José Gabriel Barrenechea.
Hace ya algunos años un amigo, profesor también él, que residía en un barrio predominantemente militar, me contó de su indignación de la víspera. Resulta que esa noche el CDR de mi amigo se había reunido para organizar los preparativos por los festejos por el 28 de septiembre (día en que Fidel Castro propuso crear esa organización). Tras el consabido exordio patriotero y estalinizante, el presidente del CDR, un regordete capitán, comenzó a enumerar las muchas maravillas que ocurrirían ese día en el barrio, y a renglón seguido las todavía muchas más que se necesitaba que cada familia aportara para el rumbón: Cabezas de puerco, libras de lomo ahumado, chorizos, abundantes yucas, malangas, plátanos y boniatos, aceite y huevos para la abundante mayonesa, vino, ron…
A medida que la lista aumentaba también lo hacía la reticencia ante la misma por la mayoría de los miembros de a pie del CDR, integrantes de familias que a diferencia de los de la dirección no obtenían su principal sustento del muy bien dotado Ejército, sino de los siempre precarios salarios del sector civil.

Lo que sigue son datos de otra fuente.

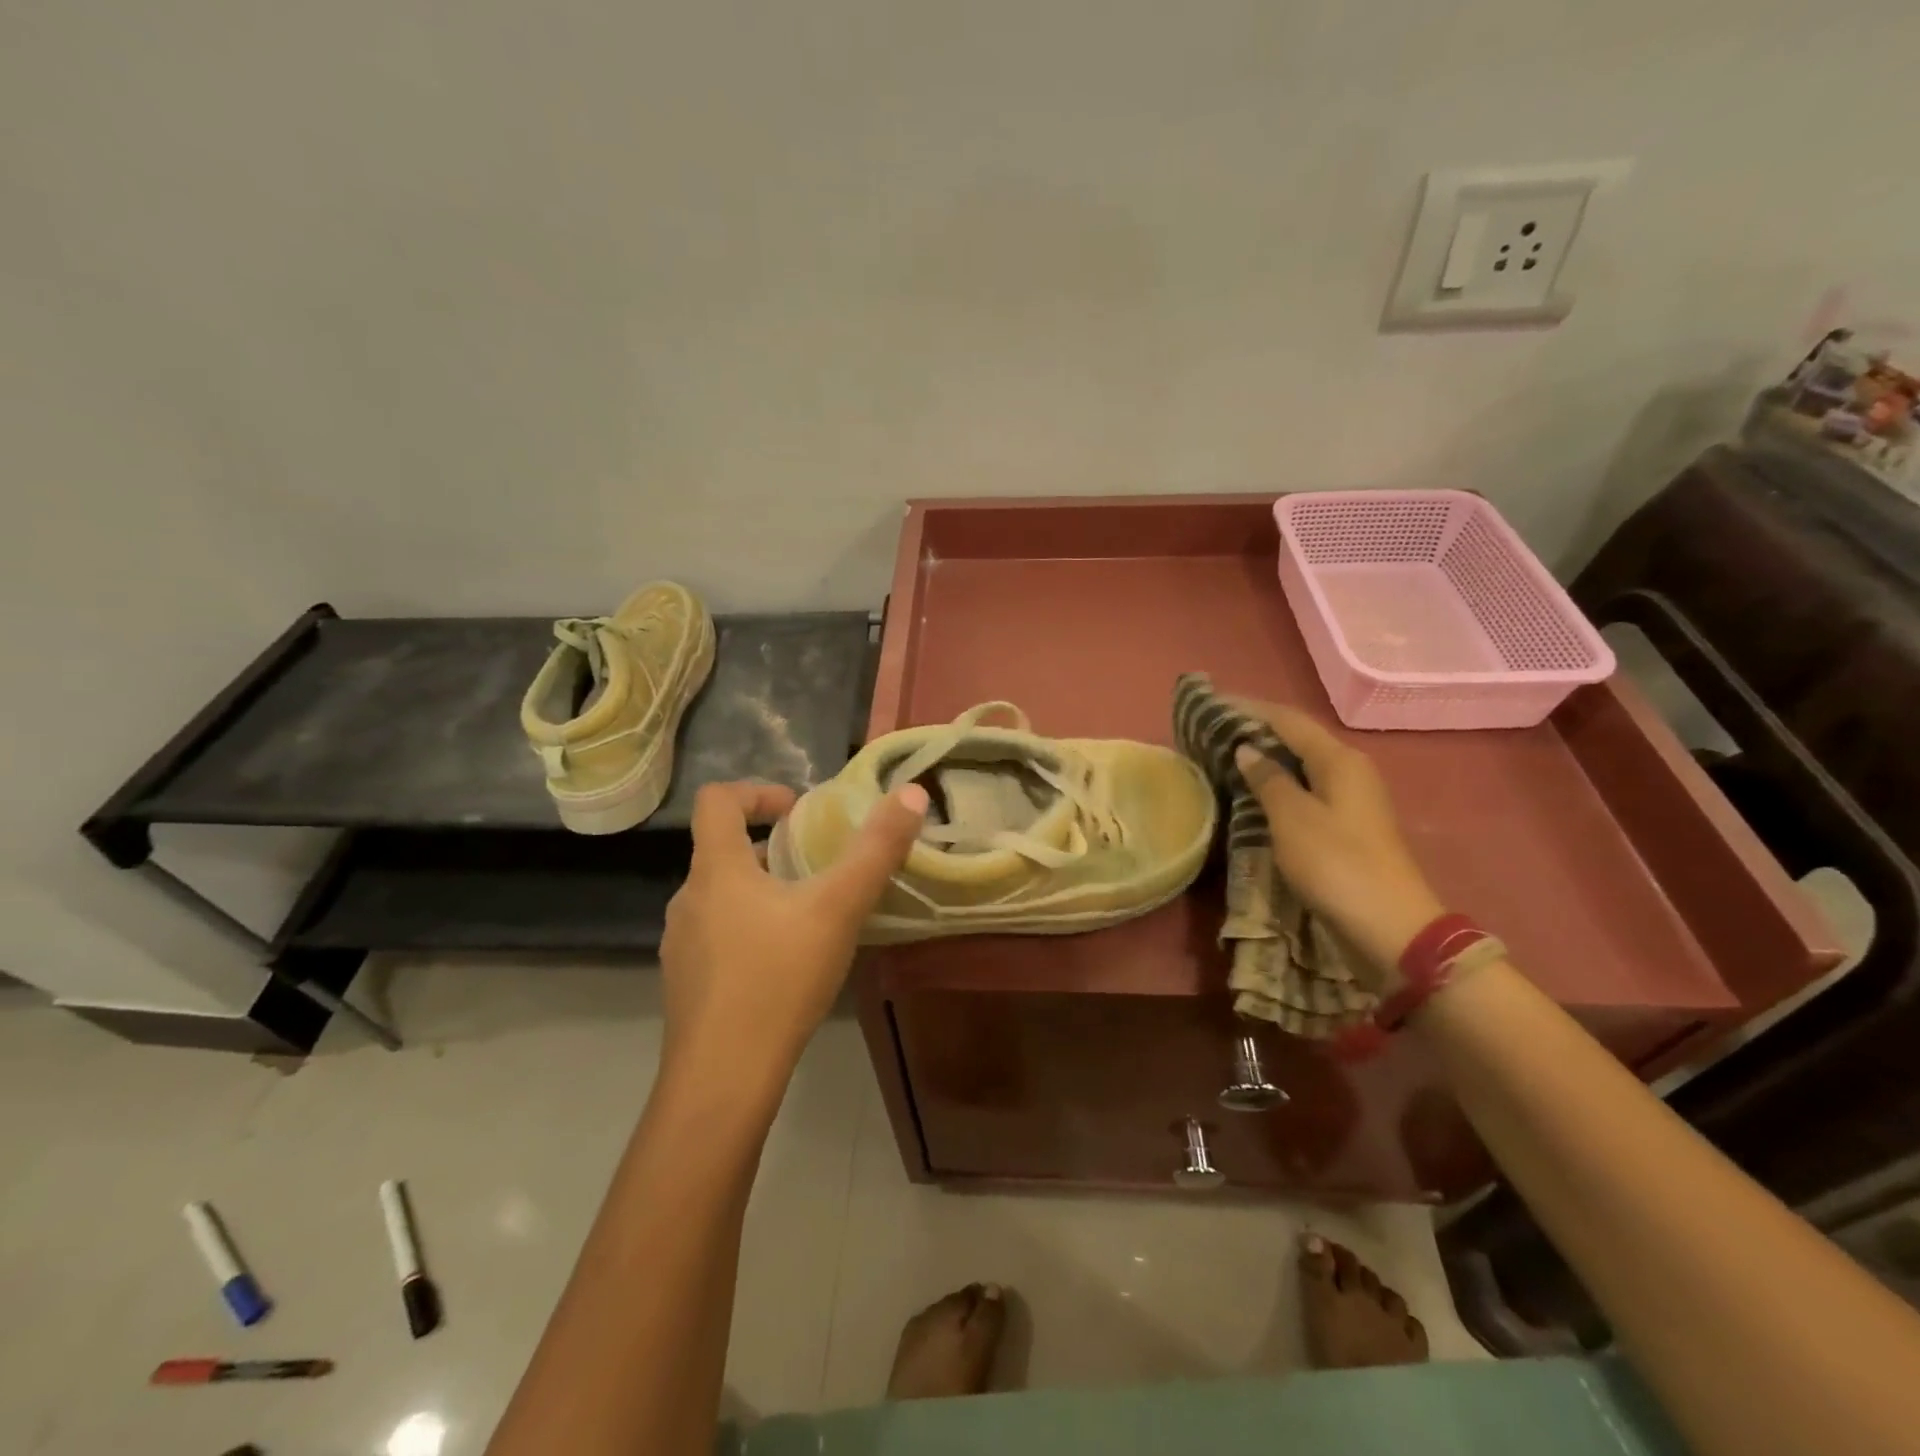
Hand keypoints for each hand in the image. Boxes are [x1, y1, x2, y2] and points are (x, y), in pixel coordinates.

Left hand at [659, 780, 927, 1082]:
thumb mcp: (838, 909)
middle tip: (821, 868)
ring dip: (764, 891)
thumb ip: (877, 850)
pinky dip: (752, 930)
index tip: (799, 810)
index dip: (758, 792)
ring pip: (723, 897)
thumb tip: (912, 794)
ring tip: (811, 917)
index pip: (717, 800)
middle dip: (774, 849)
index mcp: (716, 869)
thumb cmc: (778, 980)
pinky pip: (719, 936)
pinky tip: (786, 966)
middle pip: (724, 850)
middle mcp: (688, 898)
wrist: (723, 1079)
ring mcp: (681, 944)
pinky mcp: (686, 983)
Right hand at [1230, 702, 1444, 988]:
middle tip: (1214, 728)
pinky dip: (1277, 782)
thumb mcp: (1292, 818)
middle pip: (1297, 737)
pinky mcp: (1347, 823)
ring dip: (1266, 756)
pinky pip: (1305, 787)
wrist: (1390, 927)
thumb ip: (1267, 779)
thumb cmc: (1336, 865)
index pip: (1288, 719)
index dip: (1249, 708)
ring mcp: (1351, 798)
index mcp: (1339, 760)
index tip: (1213, 702)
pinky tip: (1255, 790)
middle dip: (1257, 729)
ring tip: (1227, 754)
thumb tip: (1247, 749)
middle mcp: (1349, 769)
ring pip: (1301, 763)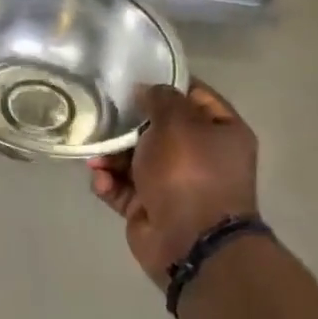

Finalmente, ante murmullos crecientes de desaprobación, y caras que se alargaban en relación directamente proporcional al aumento de la lista del regordete capitán, un coronel retirado, administrador por entonces en una gasolinera en divisas y que se sentaba muy altivo en primera fila, se volvió e interrumpió en el más puro estilo castrense:
-¡Vamos compañeros, que ya tenemos que ir abandonando el negacionismo ese que se nos pegó cuando el Período Especial!
Según mi amigo ante aquella salida hicieron silencio hasta los grillos del CDR. Hasta que él, que tras la sorpresa inicial no pudo contenerse, soltó:
-El problema, compañero, es que para usted puede que ya haya pasado el Periodo Especial, pero para la mayoría de nosotros, no.
Recordaba esta anécdota el pasado 19 de abril, cuando el coloradito y bien alimentado ex General Presidente nos hablaba como si ya el Periodo Especial fuera cosa del pasado, y el famoso vasito de leche que nos prometiera en el lejano 2007 resultase la mejor prueba de tan trascendental logro.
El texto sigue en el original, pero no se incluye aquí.